(Collected data entries)
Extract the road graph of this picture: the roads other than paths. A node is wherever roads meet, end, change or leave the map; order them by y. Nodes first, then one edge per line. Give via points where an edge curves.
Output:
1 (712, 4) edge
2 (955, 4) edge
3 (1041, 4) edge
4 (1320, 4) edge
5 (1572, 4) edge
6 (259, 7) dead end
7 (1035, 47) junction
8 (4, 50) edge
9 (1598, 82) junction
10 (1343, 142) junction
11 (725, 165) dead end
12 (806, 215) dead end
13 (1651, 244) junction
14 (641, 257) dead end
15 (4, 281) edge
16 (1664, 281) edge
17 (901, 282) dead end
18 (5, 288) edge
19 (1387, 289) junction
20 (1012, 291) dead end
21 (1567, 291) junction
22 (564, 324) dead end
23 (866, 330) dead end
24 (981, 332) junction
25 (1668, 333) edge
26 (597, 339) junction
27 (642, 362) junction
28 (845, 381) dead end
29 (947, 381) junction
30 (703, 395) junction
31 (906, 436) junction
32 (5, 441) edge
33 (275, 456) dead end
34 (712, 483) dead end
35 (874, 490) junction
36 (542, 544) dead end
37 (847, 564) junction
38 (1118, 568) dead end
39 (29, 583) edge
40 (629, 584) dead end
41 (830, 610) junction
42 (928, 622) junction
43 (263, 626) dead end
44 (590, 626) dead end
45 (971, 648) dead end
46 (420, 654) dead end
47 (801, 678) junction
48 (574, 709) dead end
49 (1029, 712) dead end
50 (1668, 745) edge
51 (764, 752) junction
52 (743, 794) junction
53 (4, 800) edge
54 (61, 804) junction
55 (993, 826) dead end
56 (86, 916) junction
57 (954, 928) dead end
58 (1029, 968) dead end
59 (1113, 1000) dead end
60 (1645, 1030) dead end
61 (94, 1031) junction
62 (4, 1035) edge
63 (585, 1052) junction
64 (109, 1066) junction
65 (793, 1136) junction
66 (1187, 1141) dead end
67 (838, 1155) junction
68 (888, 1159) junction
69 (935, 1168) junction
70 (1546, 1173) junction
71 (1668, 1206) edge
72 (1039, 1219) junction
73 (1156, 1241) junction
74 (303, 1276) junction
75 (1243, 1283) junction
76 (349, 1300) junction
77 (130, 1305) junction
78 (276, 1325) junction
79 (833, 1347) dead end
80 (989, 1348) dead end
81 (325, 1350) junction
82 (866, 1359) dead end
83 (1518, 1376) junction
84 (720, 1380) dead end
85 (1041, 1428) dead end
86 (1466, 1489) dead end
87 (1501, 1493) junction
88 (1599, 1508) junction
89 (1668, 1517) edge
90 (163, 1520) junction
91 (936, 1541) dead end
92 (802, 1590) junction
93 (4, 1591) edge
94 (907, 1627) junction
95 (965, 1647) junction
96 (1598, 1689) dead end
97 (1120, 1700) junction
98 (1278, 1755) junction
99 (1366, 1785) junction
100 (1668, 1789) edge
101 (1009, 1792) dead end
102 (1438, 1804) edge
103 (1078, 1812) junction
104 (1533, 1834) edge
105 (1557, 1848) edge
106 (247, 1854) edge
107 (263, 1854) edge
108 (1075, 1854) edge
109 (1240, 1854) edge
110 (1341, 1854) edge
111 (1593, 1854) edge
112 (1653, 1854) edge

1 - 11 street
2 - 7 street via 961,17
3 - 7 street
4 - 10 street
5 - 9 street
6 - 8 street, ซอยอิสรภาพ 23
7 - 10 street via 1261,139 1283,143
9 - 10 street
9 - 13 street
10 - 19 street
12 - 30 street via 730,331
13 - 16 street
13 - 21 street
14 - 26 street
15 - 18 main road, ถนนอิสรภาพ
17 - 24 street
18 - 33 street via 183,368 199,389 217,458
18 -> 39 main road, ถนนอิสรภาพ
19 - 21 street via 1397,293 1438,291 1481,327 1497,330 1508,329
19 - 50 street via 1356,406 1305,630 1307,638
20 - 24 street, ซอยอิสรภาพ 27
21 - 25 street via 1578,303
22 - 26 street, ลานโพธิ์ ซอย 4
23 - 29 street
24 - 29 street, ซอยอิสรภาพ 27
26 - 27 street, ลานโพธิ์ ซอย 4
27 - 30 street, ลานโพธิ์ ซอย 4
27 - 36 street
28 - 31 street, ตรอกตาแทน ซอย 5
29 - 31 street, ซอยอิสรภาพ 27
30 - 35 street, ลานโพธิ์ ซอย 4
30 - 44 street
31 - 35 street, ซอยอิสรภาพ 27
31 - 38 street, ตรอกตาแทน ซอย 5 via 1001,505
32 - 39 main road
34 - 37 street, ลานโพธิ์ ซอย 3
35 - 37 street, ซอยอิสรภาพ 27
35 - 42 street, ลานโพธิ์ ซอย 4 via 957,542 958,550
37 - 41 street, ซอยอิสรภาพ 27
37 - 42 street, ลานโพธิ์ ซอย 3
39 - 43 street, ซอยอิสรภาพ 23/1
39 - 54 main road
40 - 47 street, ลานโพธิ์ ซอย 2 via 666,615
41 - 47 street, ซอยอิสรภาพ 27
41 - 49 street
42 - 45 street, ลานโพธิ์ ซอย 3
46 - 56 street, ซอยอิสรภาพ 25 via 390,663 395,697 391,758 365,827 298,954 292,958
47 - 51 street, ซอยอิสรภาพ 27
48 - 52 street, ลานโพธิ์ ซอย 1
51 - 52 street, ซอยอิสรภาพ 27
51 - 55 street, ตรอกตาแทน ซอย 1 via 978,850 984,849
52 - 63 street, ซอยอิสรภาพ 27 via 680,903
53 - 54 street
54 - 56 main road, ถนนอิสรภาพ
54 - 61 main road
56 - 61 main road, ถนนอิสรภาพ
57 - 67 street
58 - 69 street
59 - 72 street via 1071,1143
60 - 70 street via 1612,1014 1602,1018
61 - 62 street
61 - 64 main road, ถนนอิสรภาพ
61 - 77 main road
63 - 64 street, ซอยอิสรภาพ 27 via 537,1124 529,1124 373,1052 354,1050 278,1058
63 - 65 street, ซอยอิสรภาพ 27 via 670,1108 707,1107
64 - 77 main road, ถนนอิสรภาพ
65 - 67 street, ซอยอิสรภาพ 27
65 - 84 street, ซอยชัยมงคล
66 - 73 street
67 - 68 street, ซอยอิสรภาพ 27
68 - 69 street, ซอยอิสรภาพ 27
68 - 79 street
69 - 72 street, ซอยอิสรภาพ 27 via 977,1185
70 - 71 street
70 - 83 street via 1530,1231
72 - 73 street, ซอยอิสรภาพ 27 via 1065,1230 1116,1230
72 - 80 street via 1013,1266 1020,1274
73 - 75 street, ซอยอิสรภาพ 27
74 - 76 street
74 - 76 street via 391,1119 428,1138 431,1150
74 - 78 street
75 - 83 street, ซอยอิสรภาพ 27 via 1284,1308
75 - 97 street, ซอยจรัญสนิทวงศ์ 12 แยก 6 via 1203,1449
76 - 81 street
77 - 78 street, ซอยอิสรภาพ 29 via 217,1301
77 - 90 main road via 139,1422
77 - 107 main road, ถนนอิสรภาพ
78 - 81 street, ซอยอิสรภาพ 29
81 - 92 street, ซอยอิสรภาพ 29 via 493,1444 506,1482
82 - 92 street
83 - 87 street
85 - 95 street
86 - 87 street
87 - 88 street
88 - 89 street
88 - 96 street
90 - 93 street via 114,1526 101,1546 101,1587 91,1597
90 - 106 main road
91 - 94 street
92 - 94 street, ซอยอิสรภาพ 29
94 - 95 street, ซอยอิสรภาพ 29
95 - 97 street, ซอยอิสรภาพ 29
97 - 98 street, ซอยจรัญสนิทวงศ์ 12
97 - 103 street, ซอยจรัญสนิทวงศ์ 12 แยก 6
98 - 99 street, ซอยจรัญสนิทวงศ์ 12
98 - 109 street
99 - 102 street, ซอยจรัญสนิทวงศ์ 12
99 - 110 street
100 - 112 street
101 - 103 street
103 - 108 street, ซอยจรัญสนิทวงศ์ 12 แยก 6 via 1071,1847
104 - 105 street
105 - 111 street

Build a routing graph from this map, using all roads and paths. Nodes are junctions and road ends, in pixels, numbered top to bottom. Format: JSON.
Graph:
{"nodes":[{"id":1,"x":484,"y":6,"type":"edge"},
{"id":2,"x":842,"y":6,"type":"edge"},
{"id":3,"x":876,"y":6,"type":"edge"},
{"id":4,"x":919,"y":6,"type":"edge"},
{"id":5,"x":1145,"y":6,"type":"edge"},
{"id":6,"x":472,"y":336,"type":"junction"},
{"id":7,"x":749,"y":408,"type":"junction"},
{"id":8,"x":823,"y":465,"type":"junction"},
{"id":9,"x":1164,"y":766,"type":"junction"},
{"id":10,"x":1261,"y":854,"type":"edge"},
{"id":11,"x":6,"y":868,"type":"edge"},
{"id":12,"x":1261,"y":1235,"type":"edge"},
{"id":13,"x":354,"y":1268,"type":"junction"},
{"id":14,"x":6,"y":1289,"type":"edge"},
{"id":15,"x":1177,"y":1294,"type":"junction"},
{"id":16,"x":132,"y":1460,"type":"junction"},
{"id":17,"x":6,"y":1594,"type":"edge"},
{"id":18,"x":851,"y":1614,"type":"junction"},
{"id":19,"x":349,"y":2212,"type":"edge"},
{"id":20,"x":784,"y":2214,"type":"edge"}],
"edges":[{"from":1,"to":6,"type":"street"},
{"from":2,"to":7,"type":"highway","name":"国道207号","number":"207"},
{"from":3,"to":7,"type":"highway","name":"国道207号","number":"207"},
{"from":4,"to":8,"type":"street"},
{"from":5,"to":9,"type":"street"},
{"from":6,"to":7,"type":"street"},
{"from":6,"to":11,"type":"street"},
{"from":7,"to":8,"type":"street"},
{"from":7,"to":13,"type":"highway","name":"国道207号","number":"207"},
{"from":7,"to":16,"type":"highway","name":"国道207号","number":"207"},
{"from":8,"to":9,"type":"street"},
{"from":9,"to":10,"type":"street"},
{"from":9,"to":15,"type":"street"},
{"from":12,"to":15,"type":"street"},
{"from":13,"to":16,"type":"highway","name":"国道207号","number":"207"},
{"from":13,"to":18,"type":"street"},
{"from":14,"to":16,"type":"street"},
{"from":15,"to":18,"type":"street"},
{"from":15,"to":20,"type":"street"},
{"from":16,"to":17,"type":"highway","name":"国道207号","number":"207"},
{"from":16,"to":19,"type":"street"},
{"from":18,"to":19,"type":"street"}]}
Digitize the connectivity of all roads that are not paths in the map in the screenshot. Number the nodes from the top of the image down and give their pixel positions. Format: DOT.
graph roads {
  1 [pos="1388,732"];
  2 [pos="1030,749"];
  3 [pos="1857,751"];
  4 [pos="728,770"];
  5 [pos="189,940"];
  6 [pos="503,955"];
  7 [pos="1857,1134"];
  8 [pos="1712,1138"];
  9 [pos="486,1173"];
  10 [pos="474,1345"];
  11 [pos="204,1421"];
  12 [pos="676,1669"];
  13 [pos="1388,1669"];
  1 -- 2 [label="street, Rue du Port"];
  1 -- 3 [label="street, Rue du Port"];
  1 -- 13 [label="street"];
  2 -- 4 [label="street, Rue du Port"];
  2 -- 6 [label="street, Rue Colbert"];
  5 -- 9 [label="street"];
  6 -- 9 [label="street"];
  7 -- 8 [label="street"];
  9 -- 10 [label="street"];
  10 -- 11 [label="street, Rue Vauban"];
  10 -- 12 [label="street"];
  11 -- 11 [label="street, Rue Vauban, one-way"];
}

WHAT THE TASK ASKS
Your answer should hold every line of the entries that contains the string "Vauban".

RESULT
  10 -- 11 [label="street, Rue Vauban"];
  11 -- 11 [label="street, Rue Vauban, one-way"];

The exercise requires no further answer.